Saved entries
○ ○ ○ ○ ○ ○ ○

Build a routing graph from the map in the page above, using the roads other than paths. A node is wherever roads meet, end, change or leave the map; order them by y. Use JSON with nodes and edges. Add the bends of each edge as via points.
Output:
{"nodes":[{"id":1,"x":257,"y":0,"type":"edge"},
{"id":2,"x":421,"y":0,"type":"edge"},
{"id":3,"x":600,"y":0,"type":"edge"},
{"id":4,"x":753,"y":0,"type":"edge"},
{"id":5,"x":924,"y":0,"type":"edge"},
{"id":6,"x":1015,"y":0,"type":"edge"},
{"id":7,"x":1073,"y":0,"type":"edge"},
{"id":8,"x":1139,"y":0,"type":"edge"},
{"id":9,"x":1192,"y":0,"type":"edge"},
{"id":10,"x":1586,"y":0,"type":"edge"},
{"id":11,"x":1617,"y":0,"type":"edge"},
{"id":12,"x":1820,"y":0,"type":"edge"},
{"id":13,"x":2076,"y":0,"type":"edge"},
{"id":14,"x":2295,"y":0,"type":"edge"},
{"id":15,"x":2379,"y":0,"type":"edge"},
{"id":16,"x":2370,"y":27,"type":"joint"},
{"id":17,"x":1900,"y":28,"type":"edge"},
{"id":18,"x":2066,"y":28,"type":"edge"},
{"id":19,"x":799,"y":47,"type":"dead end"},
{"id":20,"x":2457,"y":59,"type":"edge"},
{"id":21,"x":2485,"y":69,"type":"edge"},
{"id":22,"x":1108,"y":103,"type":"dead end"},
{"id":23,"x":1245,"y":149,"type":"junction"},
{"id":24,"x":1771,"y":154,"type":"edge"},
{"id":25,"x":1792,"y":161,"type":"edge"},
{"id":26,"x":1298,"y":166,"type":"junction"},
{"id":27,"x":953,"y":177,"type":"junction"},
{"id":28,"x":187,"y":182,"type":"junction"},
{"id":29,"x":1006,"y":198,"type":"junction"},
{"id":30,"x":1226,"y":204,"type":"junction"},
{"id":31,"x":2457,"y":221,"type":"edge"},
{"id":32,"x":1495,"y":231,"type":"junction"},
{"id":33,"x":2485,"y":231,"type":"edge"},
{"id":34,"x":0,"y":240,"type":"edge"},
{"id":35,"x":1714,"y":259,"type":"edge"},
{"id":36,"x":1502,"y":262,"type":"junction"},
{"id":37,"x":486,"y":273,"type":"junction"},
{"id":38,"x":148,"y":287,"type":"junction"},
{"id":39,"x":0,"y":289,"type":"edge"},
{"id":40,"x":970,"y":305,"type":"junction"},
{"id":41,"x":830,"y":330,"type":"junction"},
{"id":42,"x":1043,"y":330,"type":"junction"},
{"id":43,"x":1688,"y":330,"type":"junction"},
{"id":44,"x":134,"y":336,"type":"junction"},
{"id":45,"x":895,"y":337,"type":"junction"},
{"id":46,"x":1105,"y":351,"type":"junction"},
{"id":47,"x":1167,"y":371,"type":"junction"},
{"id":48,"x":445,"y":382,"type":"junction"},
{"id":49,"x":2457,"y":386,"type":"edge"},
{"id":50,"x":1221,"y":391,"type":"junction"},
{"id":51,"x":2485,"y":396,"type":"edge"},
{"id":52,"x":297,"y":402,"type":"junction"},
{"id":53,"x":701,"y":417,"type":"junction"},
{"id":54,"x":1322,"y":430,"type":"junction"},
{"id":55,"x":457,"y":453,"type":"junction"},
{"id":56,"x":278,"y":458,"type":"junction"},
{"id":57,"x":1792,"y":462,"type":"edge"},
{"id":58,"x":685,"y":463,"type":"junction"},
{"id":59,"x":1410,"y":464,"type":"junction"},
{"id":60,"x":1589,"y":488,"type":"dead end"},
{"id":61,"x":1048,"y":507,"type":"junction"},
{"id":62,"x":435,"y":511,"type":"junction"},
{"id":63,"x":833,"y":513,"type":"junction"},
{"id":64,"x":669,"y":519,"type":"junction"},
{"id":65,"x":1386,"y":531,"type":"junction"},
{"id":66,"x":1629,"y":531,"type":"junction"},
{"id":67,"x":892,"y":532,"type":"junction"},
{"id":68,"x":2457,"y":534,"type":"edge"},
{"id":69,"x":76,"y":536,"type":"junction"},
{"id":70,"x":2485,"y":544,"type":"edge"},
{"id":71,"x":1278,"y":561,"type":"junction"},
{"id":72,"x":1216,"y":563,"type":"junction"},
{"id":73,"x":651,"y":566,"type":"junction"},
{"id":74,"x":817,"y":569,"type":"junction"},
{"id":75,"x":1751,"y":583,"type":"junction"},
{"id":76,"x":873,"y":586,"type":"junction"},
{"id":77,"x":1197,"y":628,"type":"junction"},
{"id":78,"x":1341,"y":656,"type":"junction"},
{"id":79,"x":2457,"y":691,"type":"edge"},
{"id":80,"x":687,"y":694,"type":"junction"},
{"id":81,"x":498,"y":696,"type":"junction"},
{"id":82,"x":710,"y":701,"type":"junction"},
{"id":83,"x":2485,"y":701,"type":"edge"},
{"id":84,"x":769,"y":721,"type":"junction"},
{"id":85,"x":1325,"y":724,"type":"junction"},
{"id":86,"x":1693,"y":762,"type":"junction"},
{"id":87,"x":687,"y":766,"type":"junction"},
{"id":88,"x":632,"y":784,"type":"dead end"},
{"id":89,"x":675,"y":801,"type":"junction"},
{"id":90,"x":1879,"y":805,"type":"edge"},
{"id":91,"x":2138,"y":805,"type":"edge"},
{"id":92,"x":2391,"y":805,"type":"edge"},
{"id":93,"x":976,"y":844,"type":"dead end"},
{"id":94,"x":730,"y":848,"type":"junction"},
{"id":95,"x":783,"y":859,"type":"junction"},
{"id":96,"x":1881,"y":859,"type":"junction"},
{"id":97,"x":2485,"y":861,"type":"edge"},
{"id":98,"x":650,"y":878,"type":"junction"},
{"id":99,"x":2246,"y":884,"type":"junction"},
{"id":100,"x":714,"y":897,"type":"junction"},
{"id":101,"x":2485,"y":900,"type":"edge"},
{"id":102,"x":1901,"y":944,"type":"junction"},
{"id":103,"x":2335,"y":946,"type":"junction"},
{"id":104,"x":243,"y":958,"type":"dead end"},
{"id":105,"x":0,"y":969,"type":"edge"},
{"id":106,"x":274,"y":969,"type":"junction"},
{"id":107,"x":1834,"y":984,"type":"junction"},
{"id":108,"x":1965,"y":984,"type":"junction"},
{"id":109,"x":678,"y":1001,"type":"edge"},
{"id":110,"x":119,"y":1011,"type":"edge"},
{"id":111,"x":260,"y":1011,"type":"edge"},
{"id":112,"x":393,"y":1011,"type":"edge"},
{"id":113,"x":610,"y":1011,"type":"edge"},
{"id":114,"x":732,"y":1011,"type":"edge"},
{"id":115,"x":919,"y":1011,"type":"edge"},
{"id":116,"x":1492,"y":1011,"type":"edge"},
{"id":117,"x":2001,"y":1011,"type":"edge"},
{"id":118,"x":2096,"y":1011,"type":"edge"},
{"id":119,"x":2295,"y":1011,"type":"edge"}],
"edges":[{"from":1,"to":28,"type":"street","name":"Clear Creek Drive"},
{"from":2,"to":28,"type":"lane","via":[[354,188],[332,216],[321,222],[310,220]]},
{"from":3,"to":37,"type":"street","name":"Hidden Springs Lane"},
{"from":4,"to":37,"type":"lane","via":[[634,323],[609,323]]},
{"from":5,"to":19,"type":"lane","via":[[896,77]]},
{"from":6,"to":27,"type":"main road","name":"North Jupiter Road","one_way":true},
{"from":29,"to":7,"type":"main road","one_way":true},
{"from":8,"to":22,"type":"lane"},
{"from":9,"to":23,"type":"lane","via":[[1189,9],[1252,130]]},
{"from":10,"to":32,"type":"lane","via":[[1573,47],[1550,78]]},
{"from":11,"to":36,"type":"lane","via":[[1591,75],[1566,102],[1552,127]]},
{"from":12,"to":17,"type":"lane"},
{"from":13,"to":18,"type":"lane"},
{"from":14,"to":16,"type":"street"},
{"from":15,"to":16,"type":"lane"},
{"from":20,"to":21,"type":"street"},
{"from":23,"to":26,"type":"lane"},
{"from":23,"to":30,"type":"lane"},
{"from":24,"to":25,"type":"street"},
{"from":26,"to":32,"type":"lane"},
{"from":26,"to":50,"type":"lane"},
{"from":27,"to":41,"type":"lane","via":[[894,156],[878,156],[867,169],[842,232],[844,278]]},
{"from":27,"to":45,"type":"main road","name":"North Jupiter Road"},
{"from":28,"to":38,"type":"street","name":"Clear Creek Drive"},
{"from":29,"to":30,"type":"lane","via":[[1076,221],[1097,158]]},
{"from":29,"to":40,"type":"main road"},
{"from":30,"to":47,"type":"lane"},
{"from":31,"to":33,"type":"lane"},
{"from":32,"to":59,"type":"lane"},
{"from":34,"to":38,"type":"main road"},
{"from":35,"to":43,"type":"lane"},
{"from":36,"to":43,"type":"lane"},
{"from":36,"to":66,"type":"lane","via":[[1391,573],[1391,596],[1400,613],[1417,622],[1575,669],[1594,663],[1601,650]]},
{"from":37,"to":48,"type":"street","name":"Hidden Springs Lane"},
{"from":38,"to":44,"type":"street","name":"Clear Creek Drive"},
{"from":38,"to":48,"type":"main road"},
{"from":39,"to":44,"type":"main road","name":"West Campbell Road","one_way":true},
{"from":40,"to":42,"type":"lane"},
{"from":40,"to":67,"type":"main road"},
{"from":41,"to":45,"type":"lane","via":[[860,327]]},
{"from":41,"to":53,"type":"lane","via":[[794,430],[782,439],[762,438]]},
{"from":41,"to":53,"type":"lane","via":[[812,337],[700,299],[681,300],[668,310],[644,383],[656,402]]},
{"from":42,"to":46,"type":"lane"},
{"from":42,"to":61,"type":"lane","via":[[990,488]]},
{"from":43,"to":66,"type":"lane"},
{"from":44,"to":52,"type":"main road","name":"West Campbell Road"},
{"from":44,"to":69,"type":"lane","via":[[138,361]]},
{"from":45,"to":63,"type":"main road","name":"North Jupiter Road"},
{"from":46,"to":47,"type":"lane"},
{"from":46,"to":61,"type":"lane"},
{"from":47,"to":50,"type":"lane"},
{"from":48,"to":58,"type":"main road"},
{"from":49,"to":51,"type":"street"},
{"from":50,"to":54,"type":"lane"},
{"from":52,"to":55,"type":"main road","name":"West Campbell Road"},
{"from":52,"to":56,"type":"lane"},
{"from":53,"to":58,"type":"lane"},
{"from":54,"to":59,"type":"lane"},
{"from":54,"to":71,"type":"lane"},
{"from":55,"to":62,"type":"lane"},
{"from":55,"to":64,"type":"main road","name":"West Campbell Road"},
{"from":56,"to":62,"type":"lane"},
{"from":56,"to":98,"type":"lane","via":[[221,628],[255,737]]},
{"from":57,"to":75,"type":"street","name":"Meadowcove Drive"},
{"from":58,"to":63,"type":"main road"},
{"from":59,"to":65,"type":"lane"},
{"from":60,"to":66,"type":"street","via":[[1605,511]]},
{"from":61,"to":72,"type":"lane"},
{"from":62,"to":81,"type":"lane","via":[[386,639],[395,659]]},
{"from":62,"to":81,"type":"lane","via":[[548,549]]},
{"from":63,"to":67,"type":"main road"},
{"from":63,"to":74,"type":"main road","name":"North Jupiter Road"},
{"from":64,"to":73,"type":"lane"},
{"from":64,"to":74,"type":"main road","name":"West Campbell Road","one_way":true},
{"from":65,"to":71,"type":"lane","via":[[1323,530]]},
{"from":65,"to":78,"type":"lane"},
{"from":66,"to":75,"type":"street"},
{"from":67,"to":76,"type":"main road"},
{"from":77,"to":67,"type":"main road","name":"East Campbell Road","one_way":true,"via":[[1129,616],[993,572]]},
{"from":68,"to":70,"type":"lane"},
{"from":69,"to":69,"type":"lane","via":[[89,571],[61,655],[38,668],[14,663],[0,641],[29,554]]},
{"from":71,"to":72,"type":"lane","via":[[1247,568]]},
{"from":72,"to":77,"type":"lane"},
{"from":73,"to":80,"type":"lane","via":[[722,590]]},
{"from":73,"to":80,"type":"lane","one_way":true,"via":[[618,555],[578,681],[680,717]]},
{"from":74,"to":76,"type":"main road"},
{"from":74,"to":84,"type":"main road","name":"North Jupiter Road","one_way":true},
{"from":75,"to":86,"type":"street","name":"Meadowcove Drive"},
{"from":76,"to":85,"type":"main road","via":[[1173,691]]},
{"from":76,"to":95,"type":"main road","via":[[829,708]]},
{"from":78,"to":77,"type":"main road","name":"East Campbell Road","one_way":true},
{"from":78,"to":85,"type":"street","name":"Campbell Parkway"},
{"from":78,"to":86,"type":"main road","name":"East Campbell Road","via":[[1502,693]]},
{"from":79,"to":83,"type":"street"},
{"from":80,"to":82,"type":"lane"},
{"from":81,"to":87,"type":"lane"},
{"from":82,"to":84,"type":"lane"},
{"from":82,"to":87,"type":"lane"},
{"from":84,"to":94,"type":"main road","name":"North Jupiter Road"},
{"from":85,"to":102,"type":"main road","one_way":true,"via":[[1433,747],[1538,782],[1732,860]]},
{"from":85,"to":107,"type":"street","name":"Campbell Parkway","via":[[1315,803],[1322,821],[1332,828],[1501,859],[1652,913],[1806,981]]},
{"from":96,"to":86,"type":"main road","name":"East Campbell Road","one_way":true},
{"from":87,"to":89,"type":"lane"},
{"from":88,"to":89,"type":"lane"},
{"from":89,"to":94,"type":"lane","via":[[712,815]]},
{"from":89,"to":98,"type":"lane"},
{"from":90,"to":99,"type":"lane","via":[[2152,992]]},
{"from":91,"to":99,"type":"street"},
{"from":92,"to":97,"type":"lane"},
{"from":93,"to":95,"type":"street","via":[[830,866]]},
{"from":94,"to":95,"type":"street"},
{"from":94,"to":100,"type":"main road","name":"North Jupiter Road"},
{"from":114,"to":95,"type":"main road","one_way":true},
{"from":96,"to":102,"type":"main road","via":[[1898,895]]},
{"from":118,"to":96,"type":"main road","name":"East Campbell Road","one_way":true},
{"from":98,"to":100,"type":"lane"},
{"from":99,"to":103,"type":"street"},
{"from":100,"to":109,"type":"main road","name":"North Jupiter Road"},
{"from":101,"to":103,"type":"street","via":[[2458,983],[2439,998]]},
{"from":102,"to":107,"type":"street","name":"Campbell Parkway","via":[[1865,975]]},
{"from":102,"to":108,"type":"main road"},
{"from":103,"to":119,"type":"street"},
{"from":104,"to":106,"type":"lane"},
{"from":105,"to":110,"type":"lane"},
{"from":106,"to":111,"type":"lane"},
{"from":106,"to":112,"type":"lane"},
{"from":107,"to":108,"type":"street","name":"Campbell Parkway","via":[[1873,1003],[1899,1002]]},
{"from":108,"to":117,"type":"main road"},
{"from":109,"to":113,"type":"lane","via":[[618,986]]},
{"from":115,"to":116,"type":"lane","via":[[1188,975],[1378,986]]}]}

○ ○ ○ ○ ○ ○ ○

# EXERCISE OBJECTIVE
Determine how many lines of the entries contain the string "Meadowcove", and reply with nothing but the number.

# EXPECTED ANSWER
2